Sri Lankan media rights group Centre for Journalism and Education on June 7th called for transparency in forming the new fake news legislation proposed by the Sri Lankan government earlier this month, and a public discussion of the bill with civil society and community groups. In a statement, the group said that although such laws are needed, it also recognises the “negative import and impact of such legislation if not crafted after diligent and careful consideration”. It points out the following issues surrounding the new bill:
1. Scant public information about the bill: The only information available to the public, said the Centre, is the proposed 5-year jail term and Rs 1 million fine prescribed for offenders. The bill will be made public when it’s presented to the Parliament, but “this will not be enough time to peruse and understand legislation of such a far-reaching nature”, said the Centre.
2. The bill comes with elections around the corner: It also notes that Sri Lanka’s national elections are approaching and the bill will likely be presented to voters as a symbol of action being taken at a dire time, and for MPs to be seen voting along party lines.
3. What are the implications of possessing false information, and who will be held liable: The Centre questions what the consequences for possessing fake information would be: for example what about posts another party sends from a person’s phone? Who will be held liable for this – the originator, creator, or the platform itself? It questions if Sri Lanka is capable of forensically investigating online information that is not directly attributable.
When malicious maligning of individuals online, especially of girls and women, is currently badly handled and not adequately prosecuted, how will the authorities handle this?

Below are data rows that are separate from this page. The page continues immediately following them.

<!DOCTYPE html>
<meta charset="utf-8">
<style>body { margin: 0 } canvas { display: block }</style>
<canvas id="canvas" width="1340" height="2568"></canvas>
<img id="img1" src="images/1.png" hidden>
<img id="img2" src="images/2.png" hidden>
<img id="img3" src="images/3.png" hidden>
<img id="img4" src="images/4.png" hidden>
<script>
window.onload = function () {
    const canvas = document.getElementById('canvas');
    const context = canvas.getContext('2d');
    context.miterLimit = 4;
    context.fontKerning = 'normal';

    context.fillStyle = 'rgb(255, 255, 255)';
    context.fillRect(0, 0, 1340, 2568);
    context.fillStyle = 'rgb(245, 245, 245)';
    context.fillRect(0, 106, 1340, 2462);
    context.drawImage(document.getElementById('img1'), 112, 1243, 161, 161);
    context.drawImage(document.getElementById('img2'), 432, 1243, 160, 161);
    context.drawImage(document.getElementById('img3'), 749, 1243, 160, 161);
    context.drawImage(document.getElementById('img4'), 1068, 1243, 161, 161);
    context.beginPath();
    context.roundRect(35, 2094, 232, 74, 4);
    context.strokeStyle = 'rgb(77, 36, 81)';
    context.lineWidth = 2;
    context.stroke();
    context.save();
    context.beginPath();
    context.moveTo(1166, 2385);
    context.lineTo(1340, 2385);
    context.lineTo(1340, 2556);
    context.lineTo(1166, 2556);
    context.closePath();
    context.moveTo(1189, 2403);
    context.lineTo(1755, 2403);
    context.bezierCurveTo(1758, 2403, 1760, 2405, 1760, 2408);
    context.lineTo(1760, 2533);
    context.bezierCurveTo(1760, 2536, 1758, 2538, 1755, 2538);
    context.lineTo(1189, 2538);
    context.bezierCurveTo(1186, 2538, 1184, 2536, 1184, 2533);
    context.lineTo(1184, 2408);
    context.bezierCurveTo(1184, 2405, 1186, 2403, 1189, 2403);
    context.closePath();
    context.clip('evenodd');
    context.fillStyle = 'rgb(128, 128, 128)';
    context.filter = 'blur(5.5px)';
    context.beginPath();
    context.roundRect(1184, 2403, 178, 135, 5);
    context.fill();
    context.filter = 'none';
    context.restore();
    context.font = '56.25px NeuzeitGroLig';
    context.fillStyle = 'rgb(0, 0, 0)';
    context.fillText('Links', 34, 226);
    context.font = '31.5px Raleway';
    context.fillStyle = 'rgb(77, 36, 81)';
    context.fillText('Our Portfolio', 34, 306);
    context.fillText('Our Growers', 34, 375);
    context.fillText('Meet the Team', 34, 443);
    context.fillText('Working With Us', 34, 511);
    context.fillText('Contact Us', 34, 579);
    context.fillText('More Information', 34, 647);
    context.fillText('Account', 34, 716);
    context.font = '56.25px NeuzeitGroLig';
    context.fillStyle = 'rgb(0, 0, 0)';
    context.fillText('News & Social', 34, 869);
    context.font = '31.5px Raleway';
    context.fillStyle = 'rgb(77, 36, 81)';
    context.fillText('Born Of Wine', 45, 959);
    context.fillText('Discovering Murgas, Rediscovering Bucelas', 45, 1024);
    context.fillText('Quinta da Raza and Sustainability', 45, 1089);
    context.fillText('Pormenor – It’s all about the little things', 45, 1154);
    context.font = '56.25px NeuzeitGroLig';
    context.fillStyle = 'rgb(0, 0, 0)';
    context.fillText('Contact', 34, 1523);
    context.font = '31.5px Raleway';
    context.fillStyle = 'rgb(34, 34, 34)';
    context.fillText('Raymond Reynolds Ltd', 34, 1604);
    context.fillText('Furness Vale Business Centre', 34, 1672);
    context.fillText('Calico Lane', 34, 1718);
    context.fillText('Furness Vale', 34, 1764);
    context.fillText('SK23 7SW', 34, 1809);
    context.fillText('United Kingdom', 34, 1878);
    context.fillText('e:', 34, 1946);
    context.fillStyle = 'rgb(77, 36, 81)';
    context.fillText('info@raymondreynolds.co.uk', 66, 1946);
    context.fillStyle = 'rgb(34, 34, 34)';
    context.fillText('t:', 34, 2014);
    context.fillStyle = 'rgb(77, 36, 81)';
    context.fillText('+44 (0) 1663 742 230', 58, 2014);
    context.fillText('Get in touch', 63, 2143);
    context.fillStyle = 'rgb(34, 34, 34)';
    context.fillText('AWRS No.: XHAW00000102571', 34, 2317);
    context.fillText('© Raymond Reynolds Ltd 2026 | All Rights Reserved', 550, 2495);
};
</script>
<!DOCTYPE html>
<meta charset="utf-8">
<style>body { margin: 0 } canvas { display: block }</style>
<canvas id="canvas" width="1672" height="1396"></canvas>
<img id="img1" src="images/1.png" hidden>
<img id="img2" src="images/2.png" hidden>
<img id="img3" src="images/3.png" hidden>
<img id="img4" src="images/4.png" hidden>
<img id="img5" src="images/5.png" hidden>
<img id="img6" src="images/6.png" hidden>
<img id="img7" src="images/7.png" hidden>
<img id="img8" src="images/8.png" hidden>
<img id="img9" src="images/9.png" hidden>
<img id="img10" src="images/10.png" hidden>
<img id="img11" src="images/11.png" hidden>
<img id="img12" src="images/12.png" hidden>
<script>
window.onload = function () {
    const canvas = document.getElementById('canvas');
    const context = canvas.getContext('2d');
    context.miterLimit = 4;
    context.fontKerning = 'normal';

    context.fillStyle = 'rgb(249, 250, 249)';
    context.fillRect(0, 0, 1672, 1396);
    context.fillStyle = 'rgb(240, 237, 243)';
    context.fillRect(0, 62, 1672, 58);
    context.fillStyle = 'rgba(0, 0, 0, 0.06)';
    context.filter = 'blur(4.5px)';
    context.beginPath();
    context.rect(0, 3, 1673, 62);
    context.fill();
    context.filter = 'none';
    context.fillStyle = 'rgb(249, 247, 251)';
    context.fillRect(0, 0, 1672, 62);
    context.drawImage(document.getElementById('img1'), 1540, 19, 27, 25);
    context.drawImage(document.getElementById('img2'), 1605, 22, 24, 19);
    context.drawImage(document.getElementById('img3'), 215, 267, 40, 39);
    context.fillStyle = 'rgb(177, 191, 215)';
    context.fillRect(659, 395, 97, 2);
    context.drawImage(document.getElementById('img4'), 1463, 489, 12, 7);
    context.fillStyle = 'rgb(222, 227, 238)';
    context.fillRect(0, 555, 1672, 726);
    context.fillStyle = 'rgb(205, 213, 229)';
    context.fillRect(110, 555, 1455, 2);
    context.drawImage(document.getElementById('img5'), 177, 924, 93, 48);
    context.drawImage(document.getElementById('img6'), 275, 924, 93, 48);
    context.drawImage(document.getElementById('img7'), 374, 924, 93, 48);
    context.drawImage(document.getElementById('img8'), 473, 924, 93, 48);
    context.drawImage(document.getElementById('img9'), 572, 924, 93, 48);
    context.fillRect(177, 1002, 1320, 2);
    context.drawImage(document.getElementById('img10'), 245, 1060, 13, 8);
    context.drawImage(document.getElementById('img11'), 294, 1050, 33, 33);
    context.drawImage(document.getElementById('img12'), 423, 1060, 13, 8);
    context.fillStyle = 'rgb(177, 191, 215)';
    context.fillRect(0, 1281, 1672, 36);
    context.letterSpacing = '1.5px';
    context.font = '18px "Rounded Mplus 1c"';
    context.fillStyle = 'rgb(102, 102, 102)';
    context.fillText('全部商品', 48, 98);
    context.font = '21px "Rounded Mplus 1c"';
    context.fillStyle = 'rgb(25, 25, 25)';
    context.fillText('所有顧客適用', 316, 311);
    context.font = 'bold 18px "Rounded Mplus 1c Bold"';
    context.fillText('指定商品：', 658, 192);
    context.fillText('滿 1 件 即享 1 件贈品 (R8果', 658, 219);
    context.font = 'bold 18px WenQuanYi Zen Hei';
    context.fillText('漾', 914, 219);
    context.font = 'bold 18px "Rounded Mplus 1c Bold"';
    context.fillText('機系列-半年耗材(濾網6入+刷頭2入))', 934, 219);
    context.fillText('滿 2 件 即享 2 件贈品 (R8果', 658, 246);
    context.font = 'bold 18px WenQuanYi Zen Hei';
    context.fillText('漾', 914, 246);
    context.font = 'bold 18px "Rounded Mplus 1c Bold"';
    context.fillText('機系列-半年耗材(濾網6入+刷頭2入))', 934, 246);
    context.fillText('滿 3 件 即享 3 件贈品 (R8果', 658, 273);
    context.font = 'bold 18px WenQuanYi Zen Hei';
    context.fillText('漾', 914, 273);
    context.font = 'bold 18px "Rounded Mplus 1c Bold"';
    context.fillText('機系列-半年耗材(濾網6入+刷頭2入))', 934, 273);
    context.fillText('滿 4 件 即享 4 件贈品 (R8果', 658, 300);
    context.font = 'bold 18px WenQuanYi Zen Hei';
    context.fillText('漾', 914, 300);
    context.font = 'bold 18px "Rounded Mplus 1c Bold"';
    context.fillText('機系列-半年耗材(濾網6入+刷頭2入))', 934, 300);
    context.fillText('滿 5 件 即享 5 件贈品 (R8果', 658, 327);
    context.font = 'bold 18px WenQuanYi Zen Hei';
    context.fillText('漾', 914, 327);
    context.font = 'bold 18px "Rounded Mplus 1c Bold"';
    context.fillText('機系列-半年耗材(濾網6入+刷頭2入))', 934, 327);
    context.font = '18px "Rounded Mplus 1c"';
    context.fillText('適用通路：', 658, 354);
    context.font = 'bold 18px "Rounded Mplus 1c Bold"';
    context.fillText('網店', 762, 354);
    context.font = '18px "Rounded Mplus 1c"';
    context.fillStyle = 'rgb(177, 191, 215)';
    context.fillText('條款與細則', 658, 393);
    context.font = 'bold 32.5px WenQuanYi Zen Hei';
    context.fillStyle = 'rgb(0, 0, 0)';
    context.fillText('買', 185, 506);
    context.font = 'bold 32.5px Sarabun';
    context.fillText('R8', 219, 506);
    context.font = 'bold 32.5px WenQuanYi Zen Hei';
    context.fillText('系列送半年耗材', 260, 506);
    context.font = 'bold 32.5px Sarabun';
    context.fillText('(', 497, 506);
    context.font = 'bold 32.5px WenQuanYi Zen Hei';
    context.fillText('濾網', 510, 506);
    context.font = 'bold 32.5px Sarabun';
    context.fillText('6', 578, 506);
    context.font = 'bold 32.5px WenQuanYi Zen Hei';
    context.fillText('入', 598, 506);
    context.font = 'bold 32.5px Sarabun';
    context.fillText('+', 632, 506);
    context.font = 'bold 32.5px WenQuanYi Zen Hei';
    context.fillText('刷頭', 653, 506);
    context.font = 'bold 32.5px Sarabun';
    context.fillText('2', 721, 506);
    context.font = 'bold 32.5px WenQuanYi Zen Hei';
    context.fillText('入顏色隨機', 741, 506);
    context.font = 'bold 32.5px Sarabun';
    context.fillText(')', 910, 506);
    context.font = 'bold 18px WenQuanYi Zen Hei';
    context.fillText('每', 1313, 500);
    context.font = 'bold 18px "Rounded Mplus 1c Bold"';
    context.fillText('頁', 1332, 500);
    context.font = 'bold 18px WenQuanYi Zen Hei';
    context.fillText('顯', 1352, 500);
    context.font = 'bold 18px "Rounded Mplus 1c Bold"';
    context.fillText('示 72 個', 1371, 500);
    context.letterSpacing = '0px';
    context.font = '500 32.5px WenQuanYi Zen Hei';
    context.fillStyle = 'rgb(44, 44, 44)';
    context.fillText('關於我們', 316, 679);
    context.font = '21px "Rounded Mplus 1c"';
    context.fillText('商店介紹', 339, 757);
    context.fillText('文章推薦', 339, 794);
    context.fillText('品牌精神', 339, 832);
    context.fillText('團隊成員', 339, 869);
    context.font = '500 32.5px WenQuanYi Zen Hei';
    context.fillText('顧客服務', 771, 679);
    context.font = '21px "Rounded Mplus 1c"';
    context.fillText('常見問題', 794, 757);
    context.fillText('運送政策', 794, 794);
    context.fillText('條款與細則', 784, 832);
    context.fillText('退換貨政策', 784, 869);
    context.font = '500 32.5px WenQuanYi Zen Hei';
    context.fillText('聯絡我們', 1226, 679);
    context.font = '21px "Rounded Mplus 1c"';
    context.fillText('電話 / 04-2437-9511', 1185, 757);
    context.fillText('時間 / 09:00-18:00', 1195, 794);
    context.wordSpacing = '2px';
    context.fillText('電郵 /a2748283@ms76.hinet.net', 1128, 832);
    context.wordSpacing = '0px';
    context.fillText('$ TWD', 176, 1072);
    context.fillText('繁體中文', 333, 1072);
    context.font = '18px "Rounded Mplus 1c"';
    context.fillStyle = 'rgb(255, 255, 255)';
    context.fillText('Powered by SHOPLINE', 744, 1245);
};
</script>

Proposed amendments to take action against people spreading fake news
Earlier this month, the Sri Lankan Cabinet approved a proposal to amend to the country’s Penal Code and Criminal Procedure Code to take action against people spreading fake news, including statements that impact national security and incite violence between communities. Under the proposal, those caught spreading fake news and hate speech on social media could face a five-year jail term and a fine of up to Sri Lankan Rs 10 lakh (about 4 lakh Indian rupees). The latest development comes a few days after the Oversight Committee on National Security had said it was considering new laws to regulate social media to control dissemination of information that can have a “harmful influence”.